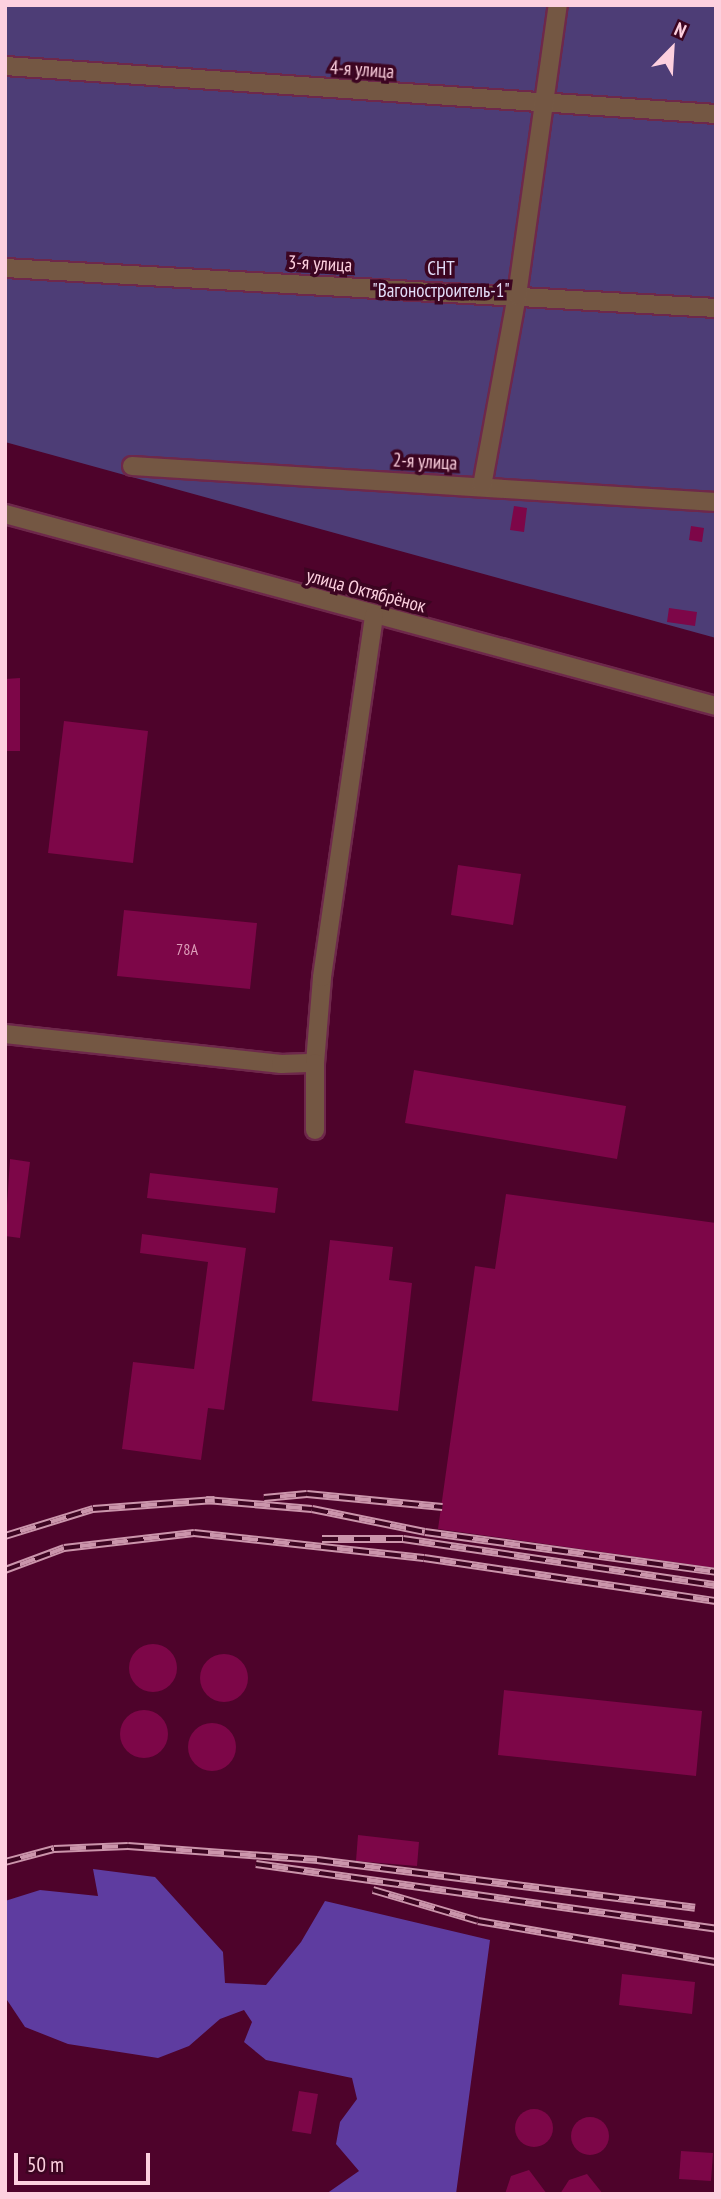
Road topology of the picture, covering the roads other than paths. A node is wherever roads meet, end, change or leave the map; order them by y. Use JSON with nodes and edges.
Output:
{"nodes":[{"id":1,"x":558,"y":5,"type":"edge"},
{"id":2,"x":5,"y":66,"type":"edge"},
{"id":3,"x":543,"y":103,"type":"junction"},
{"id":4,"x":716,"y":114,"type":"edge"},
{"id":5,"x":5,"y":268,"type":"edge"},
{"id":6,"x":517,"y":295,"type":"junction"},
{"id":7,"x":716,"y":308,"type":"edge"},
{"id":8,"x":132,"y":466,"type":"dead end"},
{"id":9,"x":482,"y":486,"type":"junction"},
{"id":10,"x":716,"y":502,"type":"edge"},
{"id":11,"x":5,"y":514,"type":"edge"},
{"id":12,"x":374,"y":616,"type":"junction"},
{"id":13,"x":716,"y":706,"type":"edge"},
{"id":14,"x":5,"y":1034,"type":"edge"},
{"id":15,"x":315,"y":1063,"type":"junction"},
{"id":16,"x":315,"y":1130,"type":"dead end"}],
"edges":[{"from":1,"to":3,"type":"street"},
{"from":2,"to":3,"type":"street","name":"4-я улица"},
{"from":3,"to":4,"type":"street","name":"4-я улица"},
{"from":3,"to":6,"type":"street"},
{"from":5,"to":6,"type":"street","name":"3-я улица"},
{"from":6,"to":7,"type":"street","name":"3-я улица"},
{"from":6,"to":9,"type":"street"},
{"from":8,"to":9,"type":"street","name":"2-я улица"},
{"from":9,"to":10,"type":"street","name":"2-я улица"},
{"from":11,"to":12,"type":"street","name":"улица Октябрёнок"},
{"from":12,"to":13,"type":"street","name":"улица Октябрёнок"},
{"from":12,"to":15,"type":"street"},
{"from":14,"to":15,"type":"street"},
{"from":15,"to":16,"type":"street"}]}
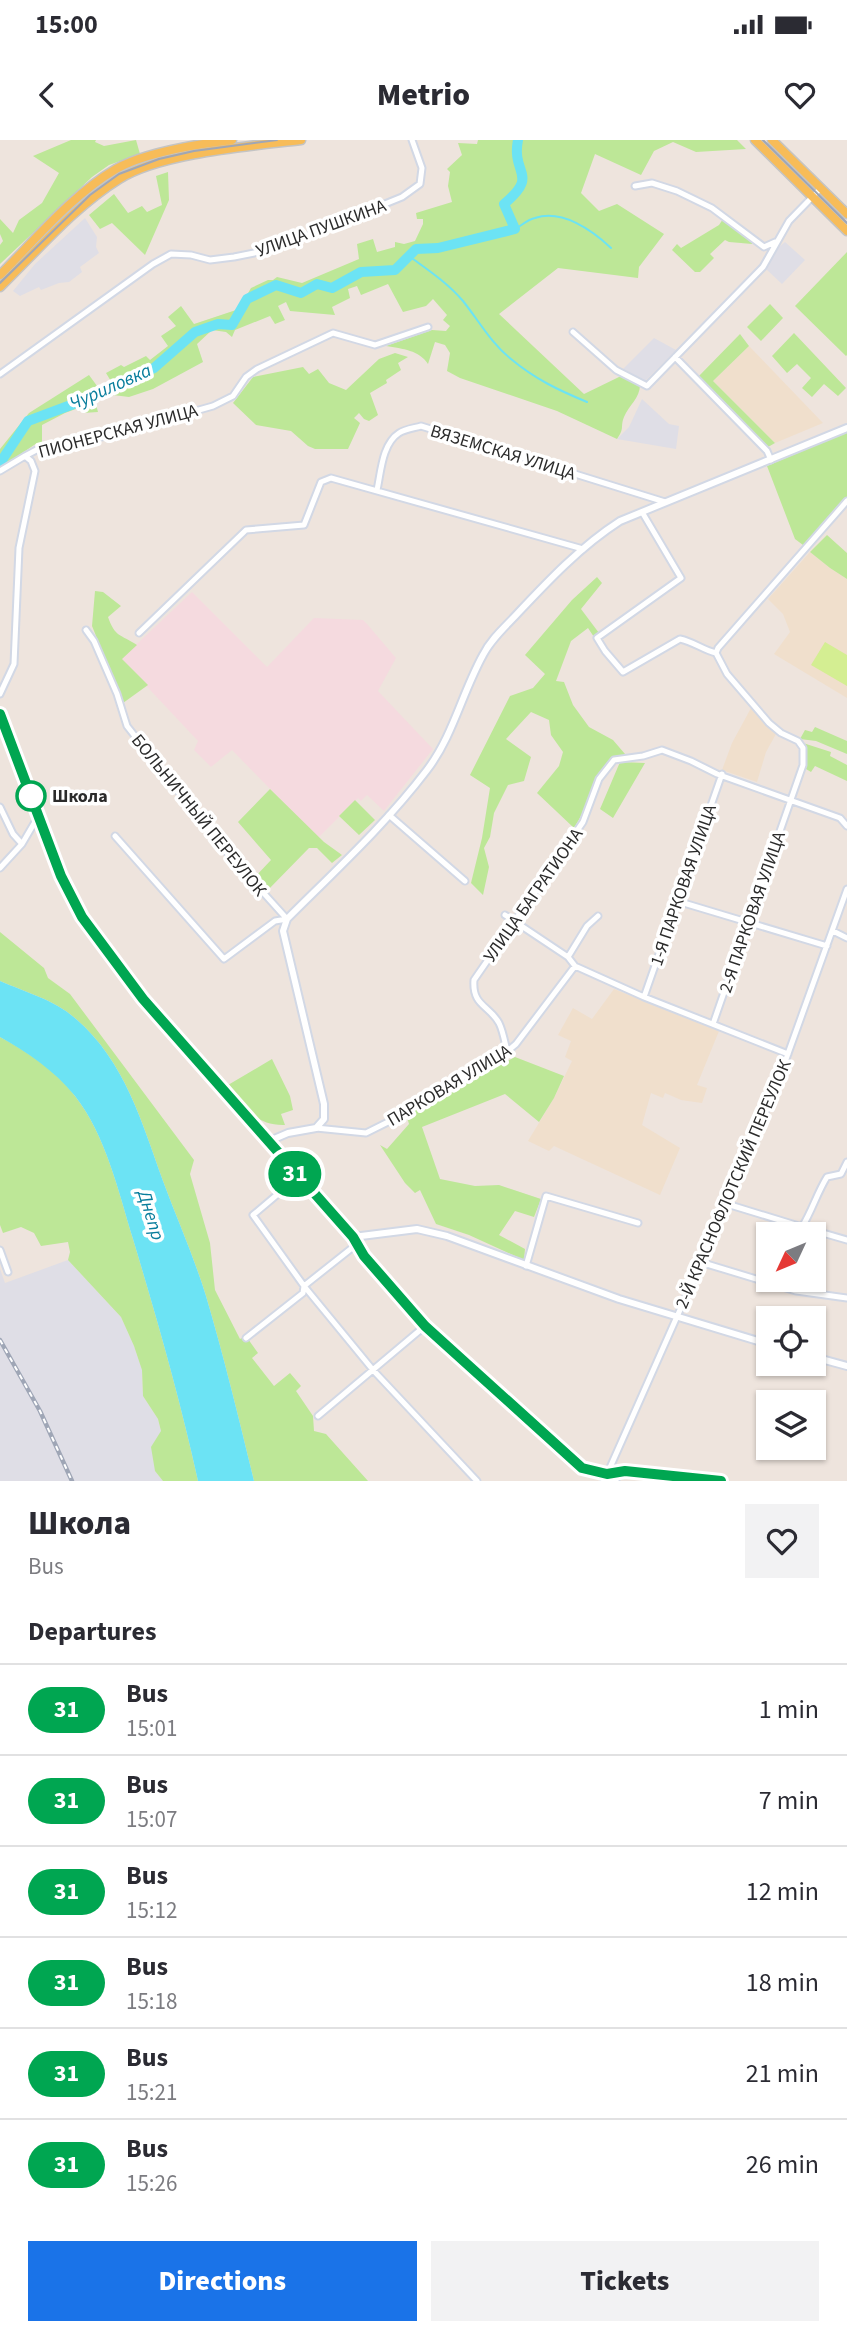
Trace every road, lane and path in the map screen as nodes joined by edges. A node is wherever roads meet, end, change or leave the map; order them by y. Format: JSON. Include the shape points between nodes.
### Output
{"nodes":[{"id":1,"x":232,"y":140,"type":"edge"},
{"id":2,"x":301,"y":140,"type":"edge"},
{"id":3,"x":412,"y":140,"type":"edge"},
{"id":4,"x":755,"y":140,"type":"edge"},
{"id":5,"x":772,"y":140,"type":"edge"},
{"id":6,"x":635,"y":186,"type":"dead end"},
{"id":7,"x":821,"y":188,"type":"junction"},
{"id":8,"x":812,"y":197,"type":"junction"},
{"id":9,"x":847,"y":214,"type":"edge"},
{"id":10,"x":847,"y":231,"type":"edge"},
{"id":11,"x":775,"y":242,"type":"junction"},
{"id":12,"x":0,"y":275,"type":"edge"},
{"id":13,"x":0,"y":287,"type":"edge"},
{"id":14,"x":428,"y":327,"type":"dead end"},
{"id":15,"x":573,"y":332,"type":"dead end"},
{"id":16,"x":675,"y":357,"type":"junction"},
{"id":17,"x":0,"y":374,"type":"edge"},
{"id":18,"x":847,"y":428,"type":"edge"},
{"id":19,"x":25,"y":456,"type":"junction"},
{"id":20,"x":771,"y":460,"type":"junction"},
{"id":21,"x":0,"y":471,"type":"edge"},
{"id":22,"x":377,"y":490,"type":"junction"},
{"id":23,"x":847,"y":501,"type":"edge"},
{"id":24,"x":668,"y":503,"type":"junction"},
{"id":25,"x":642,"y":512,"type":"junction"},
{"id":26,"x":583,"y":549,"type":"junction"},
{"id":27,"x":86,"y":630,"type":"dead end"},
{"id":28,"x":139,"y":633,"type":"dead end"},
{"id":29,"x":716,"y":653,"type":"junction"},
{"id":30,"x":0,"y":694,"type":"edge"},
{"id":31,"x":0,"y":714,"type":"edge"},
{"id":32,"x":722,"y":774,"type":"junction"},
{"id":33,"x":791,"y":799,"type":"junction"},
{"id":34,"x":0,"y":807,"type":"edge"},
{"id":35,"x":39,"y":815,"type":"junction"},
{"id":36,"x":389,"y":815,"type":"junction"},
{"id":37,"x":847,"y":826,"type":"edge"},
{"id":38,"x":115,"y":836,"type":"dead end"},
{"id":39,"x":22,"y":844,"type":"junction"},
{"id":40,"x":0,"y":868,"type":"edge"},
{"id":41,"x":465,"y":881,"type":"dead end"},
{"id":42,"x":847,"y":889,"type":"edge"},
{"id":43,"x":677,"y":901,"type":"junction"},
{"id":44,"x":505,"y":915,"type":"dead end"},
{"id":45,"x":598,"y":916,"type":"dead end"},
{"id":46,"x":287,"y":919,"type":"junction"},
{"id":47,"x":514,"y":922,"type":"junction"},
{"id":48,"x":747,"y":923,"type":"junction"},
{"id":49,"x":833,"y":931,"type":"junction"},
{"id":50,"x":847,"y":938,"type":"edge"},
{"id":51,"x":828,"y":946,"type":"junction"},
{"id":52,"x":568,"y":957,"type":"junction"},
{"id":53,"x":575,"y":966,"type":"junction"},
{"id":54,"x":644,"y":997,"type":"junction"},
{"id":55,"x":713,"y":1024,"type":"junction"},
{"id":56,"x":507,"y":1051,"type":"junction"},
{"id":57,"x":788,"y":1054,"type":"junction"},
{"id":58,"x":316,"y":1128,"type":"junction"},
{"id":59,"x":267,"y":1142,"type":"junction"},
{"id":60,"x":847,"y":1162,"type":"edge"},
{"id":61,"x":298,"y":1177,"type":"junction"},
{"id":62,"x":727,"y":1204,"type":"junction"},
{"id":63,"x":786,"y":1222,"type":"edge"},
{"id":64,"x":805,"y":1222,"type":"edge"},
{"id":65,"x":638,"y":1223,"type":"dead end"},
{"id":66,"x":826,"y":1234,"type":"edge"},
{"id":67,"x":847,"y":1240,"type":"edge"},
{"id":68,"x":355,"y":1241,"type":"junction"},
{"id":69,"x":0,"y":1250,"type":"edge"},
{"id":70,"x":700,"y":1262,"type":"junction"},
{"id":71,"x":526,"y":1266,"type":"junction"},
{"id":72,"x":8,"y":1272,"type":"dead end"},
{"id":73,"x":304,"y":1286,"type":"junction"},
{"id":74,"x":847,"y":1298,"type":"edge"},
{"id":75,"x":677,"y":1318,"type":"junction"},
{"id":76,"x":425,"y":1326,"type":"junction"},
{"id":77,"x":246,"y":1338,"type":"dead end"},
{"id":78,"x":756,"y":1341,"type":"edge"},
{"id":79,"x":826,"y":1360,"type":"edge"},
{"id":80,"x":847,"y":1366,"type":"edge"},
{"id":81,"x":373,"y":1370,"type":"junction"},
{"id":82,"x":318,"y":1416,"type":"dead end"},
{"id":83,"x":607,"y":1474,"type":"junction"},
{"id":84,"x":477,"y":1481,"type":"edge"},
{"id":85,"x":604,"y":1481,"type":"edge"},
{"id":86,"x":616,"y":1481,"type":"edge"},
{"id":87,"x":721,"y":1481,"type":"edge"}],
"edges":[{"from":1,"to":12,"type":"main road","via":[[195,145],[118,168],[85,191]]},
{"from":2,"to":13,"type":"main road","via":[[194,155],[121,177],[82,207]]},
{"from":3,"to":17,"type":"street","name":"УЛИЦА ПУШКИНА","via":[[422,168],[420,184],[402,197],[274,249],[210,260],[171,254]]},
{"from":4,"to":8,"type":"main road"},
{"from":5,"to":7,"type":"main road"},
{"from":6,"to":11,"type":"street","via":[[652,183],[677,191],[712,208],[764,247]]},
{"from":7,"to":8,"type":"street"},
{"from":7,"to":9,"type":"main road"},
{"from":8,"to":10,"type":"main road"},
{"from":8,"to":11,"type":"street"},
{"from":11,"to":16,"type":"street","via":[[763,267]]},
{"from":14,"to":19,"type":"street","name":"ПИОНЕРСКАЯ УЛИЦА","via":[[375,345],[333,333],[257,369],[233,396],[213,406],[107,436],[42,447]]},
{"from":15,"to":16,"type":"street","via":[[616,370],[648,386]]},
{"from":16,"to":20,"type":"street"},
{"from":18,"to":20,"type":"street"},
{"from":19,"to":21,"type":"street"},
{"from":19,"to":30,"type":"street","name":"ПИОНЕРСКАЯ УЛИЦА","via":[[35,471],[19,548],[14,664]]},
{"from":20,"to":24,"type":"street"},
{"from":22,"to":24,"type":"street","name":"ВЯЗЕМСКАЯ УЛИЦА","via":[[391,442],[401,431],[421,426]]},
{"from":22,"to":26,"type":"street"},
{"from":22,"to":28,"type":"street","via":[[331,478],[321,482],[304,525],[246,530]]},
{"from":23,"to":29,"type":"street"},
{"from":24,"to":25,"type":"street"},
{"from":25,"to":26,"type":"street"},
{"from":25,"to":29,"type":"street","via":[[681,578],[597,638],[623,671],[680,639]]},
{"from":26,"to":36,"type":"street","via":[[491,643],[438,752]]},
{"from":27,"to":46,"type":"street","name":"БОЛЬНИЧНЫЙ ПЕРЕУЛОК","via":[[127,726],[223,848]]},
{"from":29,"to":33,"type":"street","via":[[727,674],[769,723],[803,748],[803,765]]},
{"from":31,"to":35,"type":"main road"},
{"from":32,"to":33,"type":"street","name":"УЛИЦА БАГРАТИОНА"},
{"from":32,"to":43,"type":"street","name":"1-Я ПАРКОВАЯ УЛИЦА"},
{"from":32,"to":47,"type":"street","name":"УЛИЦА БАГРАТИОНА","via":[[662,750],[614,760],[600,779],[583,822]]},
{"from":33,"to":37,"type":"street","via":[[840,818]]},
{"from":33,"to":48,"type":"street","name":"2-Я ПАРКОВАЯ УЛИЦА"},
{"from":34,"to":39,"type":"street"},
{"from":35,"to":39,"type":"street"},
{"from":35,"to":59,"type":"main road","via":[[61,876],[94,935]]},
{"from":36,"to":41,"type":"street"},
{"from":36,"to":46,"type":"street"},
{"from":38,"to":46,"type":"street","via":[[223,959],[275,921]]},
{"from":39,"to":40,"type":"street"},
{"from":42,"to":49,"type":"street","name":"2-Й КРАСНОФЛОТСКИЙ ПЕРЕУЛОК"},
{"from":43,"to":48,"type":"street"},
{"from":43,"to":54,"type":"street","name":"1-Я ПАРКОВАЯ УЛИЦА"},
{"from":44,"to":47,"type":"street"},
{"from":45,"to":52,"type":"street"},
{"from":46,"to":58,"type":"street","via":[[283,931],[286,949],[324,1104],[324,1119]]},
{"from":47,"to":52,"type":"street"},
{"from":47,"to":56,"type":"street","name":"УЛИЦА БАГРАТИОНА","via":[[474,980],[473,992],[499,1023]]},
{"from":48,"to":51,"type":"street"},
{"from":48,"to":55,"type":"street","name":"2-Я ПАРКОВАЯ УЛИЦА"},
{"from":49,"to":50,"type":"street"},
{"from":49,"to":51,"type":"street","name":"2-Й КРАСНОФЛОТСКИЙ ПЕРЕУЛОК"},
{"from":51,"to":57,"type":"street","name":"2-Й КРАСНОФЛОТСКИЙ ПЕРЕУЛОК"},
{"from":52,"to":53,"type":"street"},
{"from":53,"to":54,"type":"street"},
{"from":53,"to":56,"type":"street","name":"ПАРКОВАЯ УЛИЦА"},
{"from":54,"to":55,"type":"street"},
{"from":55,"to":57,"type":"street"},
{"from":56,"to":58,"type":"street","name":"ПАРКОВАЯ УЛИЦА","via":[[366,1133]]},
{"from":57,"to":62,"type":"street","name":"2-Й КРАСНОФЛОТСКИЙ ПЕРЕУЛОК"},
{"from":58,"to":59,"type":"street","name":"ПАРКОВАЯ УЛИЦА"},
{"from":59,"to":61,"type":"main road"},
{"from":60,"to":64,"type":"street","via":[[841,1174],[827,1178],[820,1188]]},
{"from":61,"to":68,"type":"main road"},
{"from":61,"to":73,"type":"street","via":[[253,1215]]},
{"from":62,"to":63,"type":"street"},
{"from":62,"to":70,"type":"street","name":"2-Й КРАСНОФЛОТСКИЙ ПЕРЕУЛОК"},
{"from":65,"to":71,"type":"street","via":[[546,1196]]},
{"from":66,"to":67,"type":"street"},
{"from":68,"to":71,"type":"street","via":[[417,1229]]},
{"from":68,"to":73,"type":"street"},
{"from":68,"to":76,"type":"street"},
{"from":69,"to":72,"type":"street"},
{"from":70,"to":74,"type":"street","via":[[796,1291]]},
{"from":70,"to":75,"type":"street","name":"2-Й КРАСНОФЛОТСКИЙ ПЕРЕУЛОК"},
{"from":71,"to":75,"type":"street"},
{"from":73,"to":77,"type":"street","via":[[303,1293]]},
{"from":73,"to":81,"type":"street"},
{"from":75,"to":78,"type":"street"},
{"from":75,"to":83,"type":"street","name":"2-Й КРАСНОФЛОТСКИЙ ПЕРЕУЛОК"},
{"from":76,"to":81,"type":"street"},
{"from":76,"to":83,"type":"street","via":[[582,1468]]},
{"from":79,"to":80,"type":"street"},
{"from":81,"to":82,"type":"street"},
{"from":81,"to":84,"type":"street"},
{"from":83,"to":85,"type":"street","name":"2-Й КРАСНОФЛОТСКИЙ ПЕРЕУЛОК"},
{"from":83,"to":86,"type":"street"},
{"from":83,"to":87,"type":"street","via":[[625,1471]]}]}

□ □ □ □ □ □ □

PROBLEM:
Scan the records above and report every line with the string "БАГРАТИОНА".

EXERCISE SOLUTION:
{"from":32,"to":33,"type":"street","name":"УЛИЦА БАГРАТИОНА"},
{"from":32,"to":47,"type":"street","name":"УЛИЦА БАГРАТИОНА","via":[[662,750],[614,760],[600,779],[583,822]]},
{"from":47,"to":56,"type":"street","name":"УЛИЦА БАГРАТИОНА","via":[[474,980],[473,992],[499,1023]]},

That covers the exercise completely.